🤖 AI Summary
To address the high energy consumption of RGB video surveillance, this paper introduces a novel task—Image-and-Event-to-Video (IE2Video)—aiming to reconstruct high-fidelity, full-frame videos from sparse RGB keyframes and continuous asynchronous event streams. Methodologically, we pioneer the integration of an event encoder into a pretrained text-to-video diffusion model (LTX), employing Low-Rank Adaptation (LoRA) for efficient fine-tuning—replacing conventional autoregressive architectures (e.g., HyperE2VID).

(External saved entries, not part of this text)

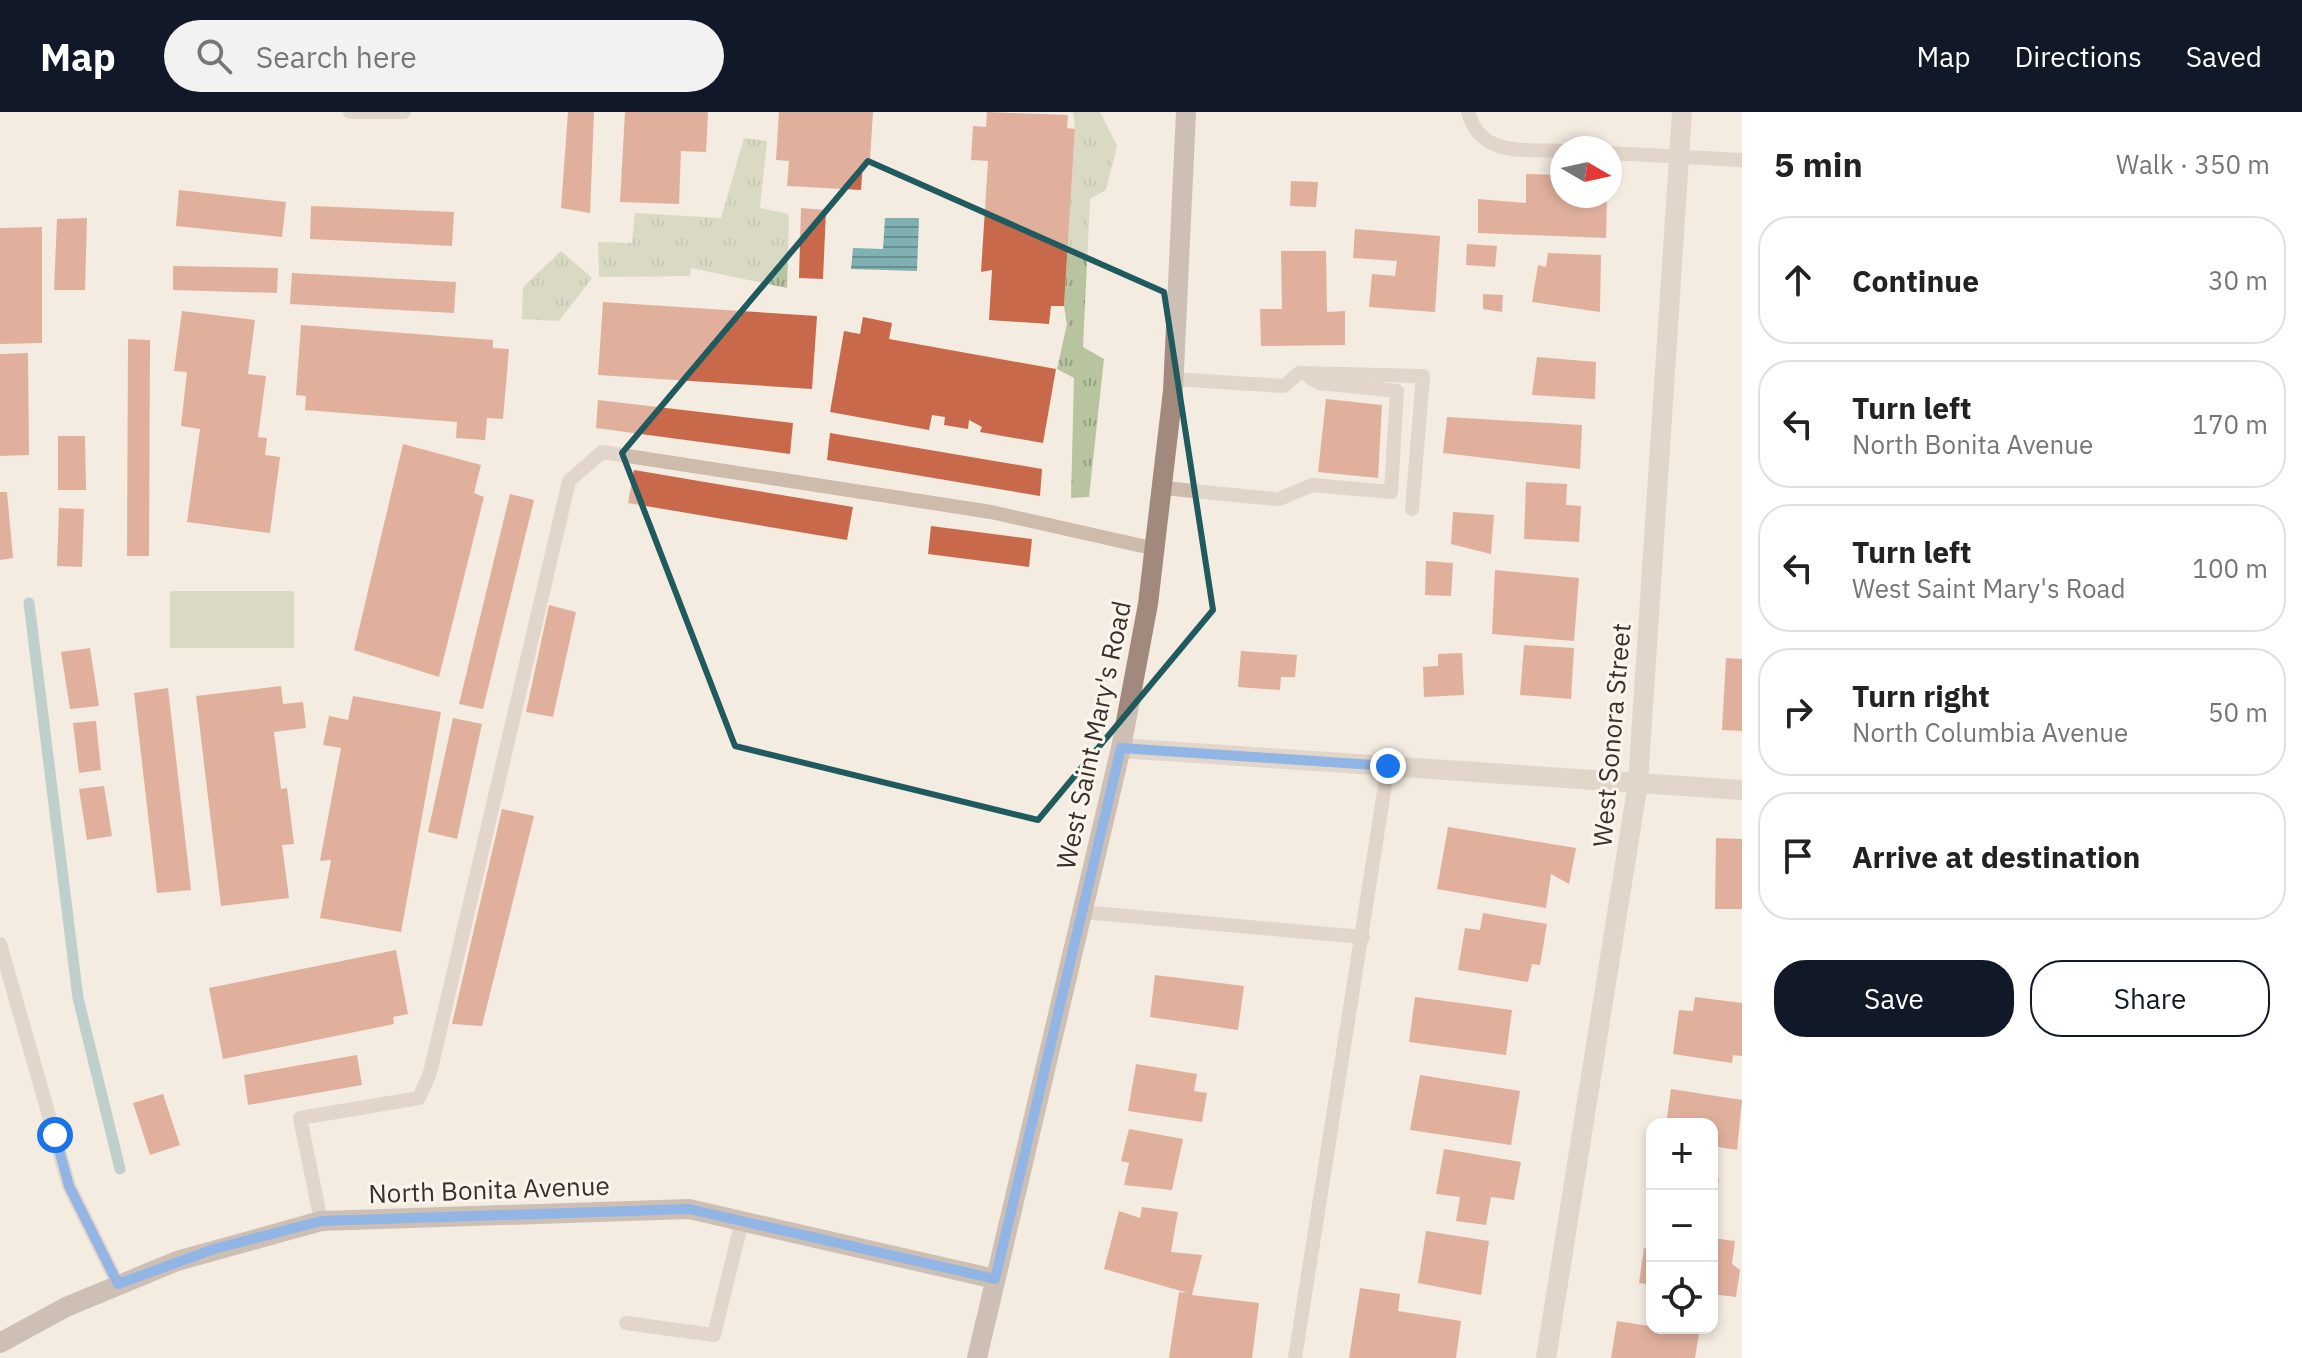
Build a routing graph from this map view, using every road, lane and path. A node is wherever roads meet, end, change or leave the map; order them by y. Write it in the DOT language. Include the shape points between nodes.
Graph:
graph roads {
  1 [pos="350,112"];
  2 [pos="404,112"];
  3 [pos="1186,112"];
  4 [pos="1468,112"];
  5 [pos="1682,112"];
  6 [pos="1550,150"];
  7 [pos="1622,154"];
  8 [pos="1679,156"];
  9 [pos="1742,160"];
  10 [pos="1305,374"];
  11 [pos="1173,379"];
  12 [pos="1164,488"];
  13 [pos="1412,509"];
  14 [pos="1156,549"];
  15 [pos="1121,748"];
  16 [pos="1388,766"];
  17 [pos="1638,783"];
  18 [pos="1742,790"];
  19 [pos="1082,912"];
  20 [pos="1363,937"];
  21 [pos="0,944"];
  22 [pos="321,1221"];
  23 [pos="742,1221"];
  24 [pos="995,1279"];
  25 [pos="118,1284"];
  26 [pos="626,1323"];
  27 [pos="0,1343"];
  28 [pos="977,1358"];
  29 [pos="1295,1358"];
  30 [pos="1546,1358"];
  1 -- 2 [label="lane"];
  3 -- 11 [label="main road, West Saint Mary's Road"];
  4 -- 6 [label="lane" via="1473,130 1497,148"];
  5 -- 8 [label="street, West Sonora Street"];
  7 -- 8 [label="lane"];
  8 -- 9 [label="lane"];
  8 -- 17 [label="street, West Sonora Street"];
  10 -- 11 [label="lane" via="1284,386"];
  10 -- 12 [label="lane" via="1319,383 1397,391 1391,492 1312,485 1277,499"];
  10 -- 13 [label="lane" via="1423,376"];
  11 -- 12 [label="main road, West Saint Mary's Road"];
  12 -- 14 [label="main road, West Saint Mary's Road"];
  14 -- 15 [label="main road, West Saint Mary's Road"];
  14 -- 22 [label="lane" via="991,512 602,452 569,481 430,1073 419,1098 300,1118"];
  15 -- 16 [label="street"];
  15 -- 19 [label="main road, West Saint Mary's Road"];
  16 -- 17 [label="street"];
  16 -- 20 [label="lane"];
  17 -- 18 [label="street"];
  17 -- 30 [label="street, West Sonora Street"];
  19 -- 20 [label="lane"];
  19 -- 24 [label="main road, West Saint Mary's Road"];
  20 -- 29 [label="lane"];
  21 -- 25 [label="lane" via="69,1186"];
  22 -- 23 [label="main road, North Bonita Avenue" via="689,1209"];
  22 -- 25 [label="main road, North Bonita Avenue" via="214,1249"];
  23 -- 24 [label="main road, North Bonita Avenue"];
  23 -- 26 [label="lane" via="714,1335"];
  24 -- 28 [label="main road, West Saint Mary's Road"];
  25 -- 27 [label="main road, North Bonita Avenue"];
}
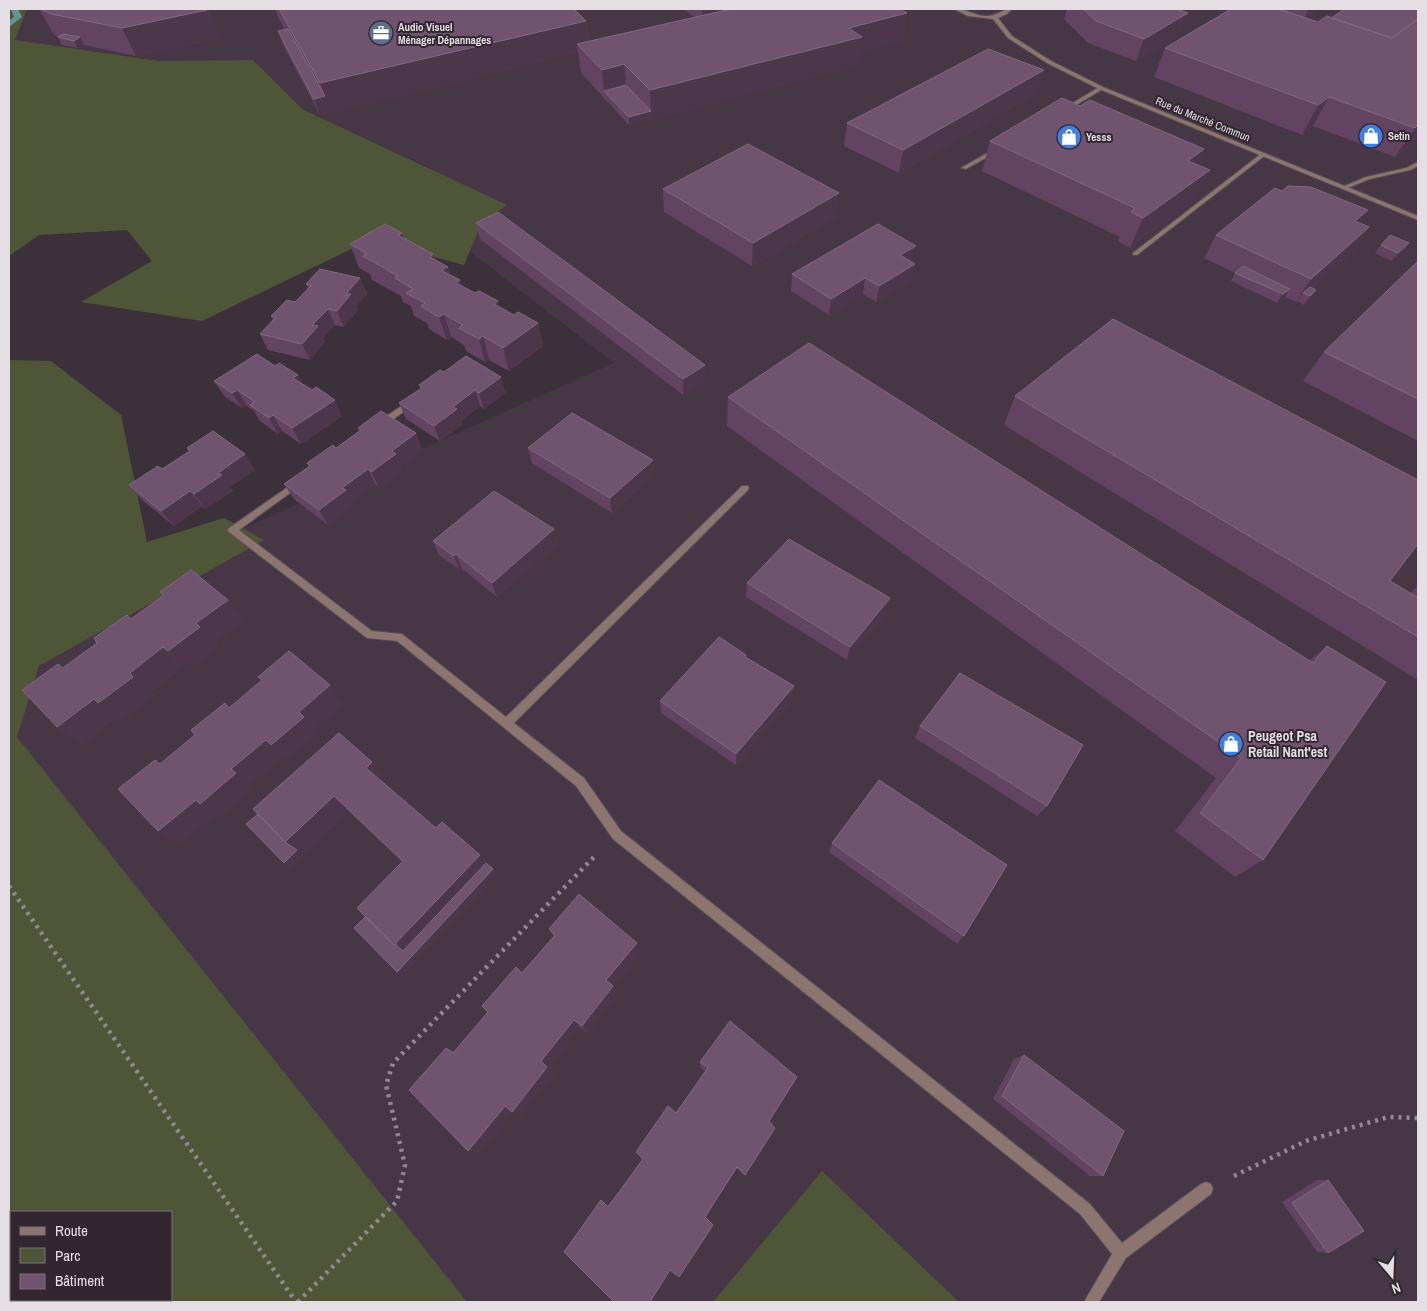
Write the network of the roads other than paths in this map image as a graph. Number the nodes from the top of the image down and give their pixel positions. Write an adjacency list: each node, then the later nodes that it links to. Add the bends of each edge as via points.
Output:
1 (957, 9): 3 (street, via 975,16)
2 (1010, 9): 3 (street)
3 (994, 17): 4 (street, Rue du Marché Commun, via 1010,37 1048,62)
4 (1101, 88): 5 (street); 7 (street, Rue du Marché Commun)
5 (1058, 113)
6 (1007, 143): 9 (street)
7 (1264, 154): 10 (street, Rue du Marché Commun); 12 (street)
8 (1418, 164): 10 (street)
9 (964, 168)
10 (1345, 187): 11 (street, Rue du Marché Commun)
11 (1418, 218)
12 (1135, 254)
13 (418, 398): 14 (street)
14 (369, 432)
15 (304, 478): 17 (street, via 232,530 370,635 399,637)
16 (745, 488): 17 (street)
17 (507, 723): 19 (street, via 580,782 617,834 1085,1209)
18 (1206, 1189): 19 (street)
19 (1121, 1252): 20 (street)
20 (1091, 1302)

Evaluated across multiple event-camera datasets, our approach reduces LPIPS perceptual distortion by 33% (from 0.422 to 0.283), supports reconstruction of sequences up to 128 frames long (with robust performance at 32–128 frames), and significantly enhances visual quality and cross-dataset generalization. This work establishes a new paradigm for low-power visual perception by synergizing event-based sensing with diffusion-based video generation.
📝 Abstract
Continuous video monitoring in surveillance, robotics, and wearable systems faces a fundamental power constraint: conventional RGB cameras consume substantial energy through fixed-rate capture. Event cameras offer sparse, motion-driven sensing with low power consumption, but produce asynchronous event streams rather than RGB video. We propose a hybrid capture paradigm that records sparse RGB keyframes alongside continuous event streams, then reconstructs full RGB video offline -- reducing capture power consumption while maintaining standard video output for downstream applications. We introduce the Image and Event to Video (IE2Video) task: reconstructing RGB video sequences from a single initial frame and subsequent event camera data. We investigate two architectural strategies: adapting an autoregressive model (HyperE2VID) for RGB generation, and injecting event representations into a pretrained text-to-video diffusion model (LTX) via learned encoders and low-rank adaptation. Our experiments demonstrate that the diffusion-based approach achieves 33% better perceptual quality than the autoregressive baseline (0.283 vs 0.422 LPIPS). We validate our approach across three event camera datasets (BS-ERGB, HS-ERGB far/close) at varying sequence lengths (32-128 frames), demonstrating robust cross-dataset generalization with strong performance on unseen capture configurations.